Modes of acquiring Ownership:

  1. Occupation
  2. Intellectual creation
  3. Law
  4. Donation
  5. Succession
  6. Tradition, as a consequence of certain contracts
  7. Prescription

What are the kinds of accession?

  1. Accession discreta – to the fruits, a right of property owner to everything which is produced therby.
  1. Natural fruits
  2. Industrial fruits
  3. Civil fruits
  1. Accession Continua – the right of a property owner to everything which is incorporated or attached thereto , either naturally or artificially.
  1. With reference to real property
    1. Accession industrial
      1. Building
      2. Planting
      3. Sowing
    2. Accession natural
      1. Alluvium
      2. Avulsion
      3. Change of course of rivers
      4. Formation of islands
    3. With respect to personal property
      1. Adjunction or conjunction
        1. Engraftment
        2. Attachment
        3. Weaving
        4. Painting
        5. Writing
      2. Mixture ( confusion – liquids; commixtion-solids)
  • Specification

What is Accession discreta?

Art. 440. The ownership of property gives the right by accession to everything which is produced thereby , or which is incorporated or attached  thereto , either naturally or artificially.

 

Art. 442. Natural fruits are the spontaneous products of the soil, and the young and other products of animals.

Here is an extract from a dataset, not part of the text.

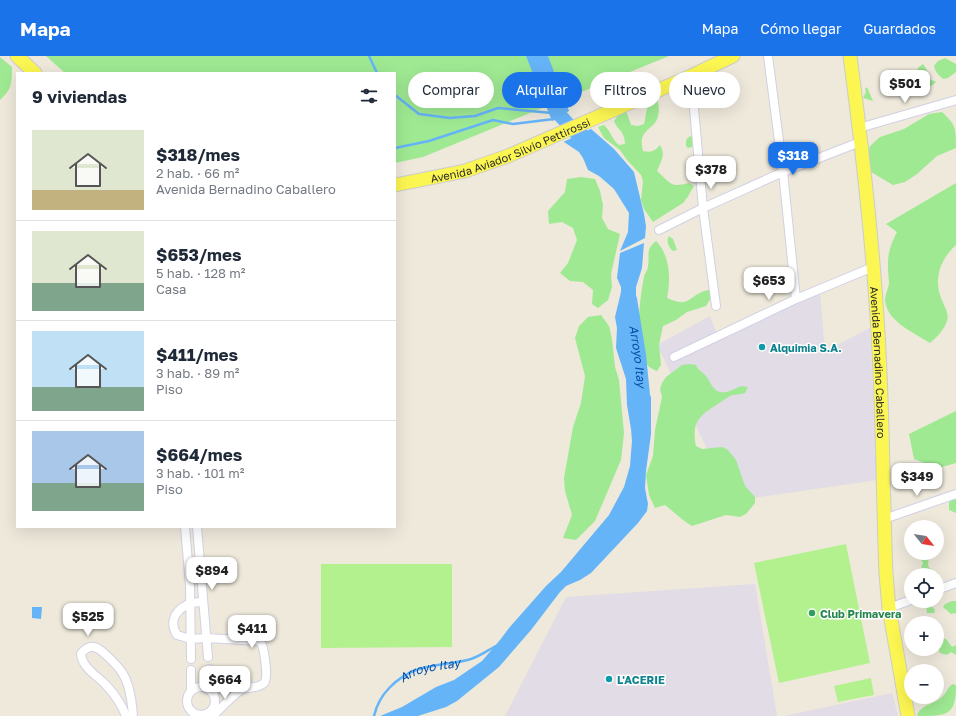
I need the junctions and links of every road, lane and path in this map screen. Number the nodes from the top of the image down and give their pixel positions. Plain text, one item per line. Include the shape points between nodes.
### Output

                        Industrial fruits are those produced by lands of any kind through cultivation or labor.

                        Civil fruits are the rents of buildings, the price of leases of land and other property and the amount of perpetual or life annuities or other similar income.

 

What are the exceptions to accession discrete?

KEY WORD: PULA

            Art. 544. A possessor in good faith is entitled to the fruits received before the possession is legally interrupted.

                        Natural and  industrial fruits are considered received from  the time they are gathered or severed.

                        Civil fruits are deemed to accrue daily and belong to the possessor in good faith on that proportion.

            Art. 566. The usufructuary shall be entitled to all the natural, industrial and civil fruits of the property in usufruct. With respect to hidden treasure which may be found on the land or tenement, he shall be considered a stranger.

            Art. 1654. The lessor is obliged:

  1. To deliver the thing which is the object of the contract in such conditions as to render it fit for the use intended.
  2. To make on the same during the lease all the necessary repairs in order to keep it suitable for the use to which it has been devoted, unless there is a stipulation to the contrary;
  3. To maintain the lessee in the peaceful and adequate enjoyment of the lease for the entire duration of the contract.

Art. 2132. By the contract of antichresis the creditor acquires the right to receive the fruits of an immovable of his debtor, with the obligation to apply them to the payment of the interest, if owing, and thereafter to the principal of his credit.

WHO OWNS THE FRUITS WHICH ARE STILL PENDING (GROWING) AT THE TIME POSSESSION IS RECOVERED BY THE OWNER FROM A MERE POSSESSOR WHO DID THE PLANTING OR SOWING?

            Art. 545.  If at the time the good faith ceases, there should be any natural or industrial fruits, the possessor shall have a right to a part of the expenses of cultivation, and to a part of the net harvest, both in proportion to the time of the possession.

                        The charges shall be divided on the same basis by the two possessors.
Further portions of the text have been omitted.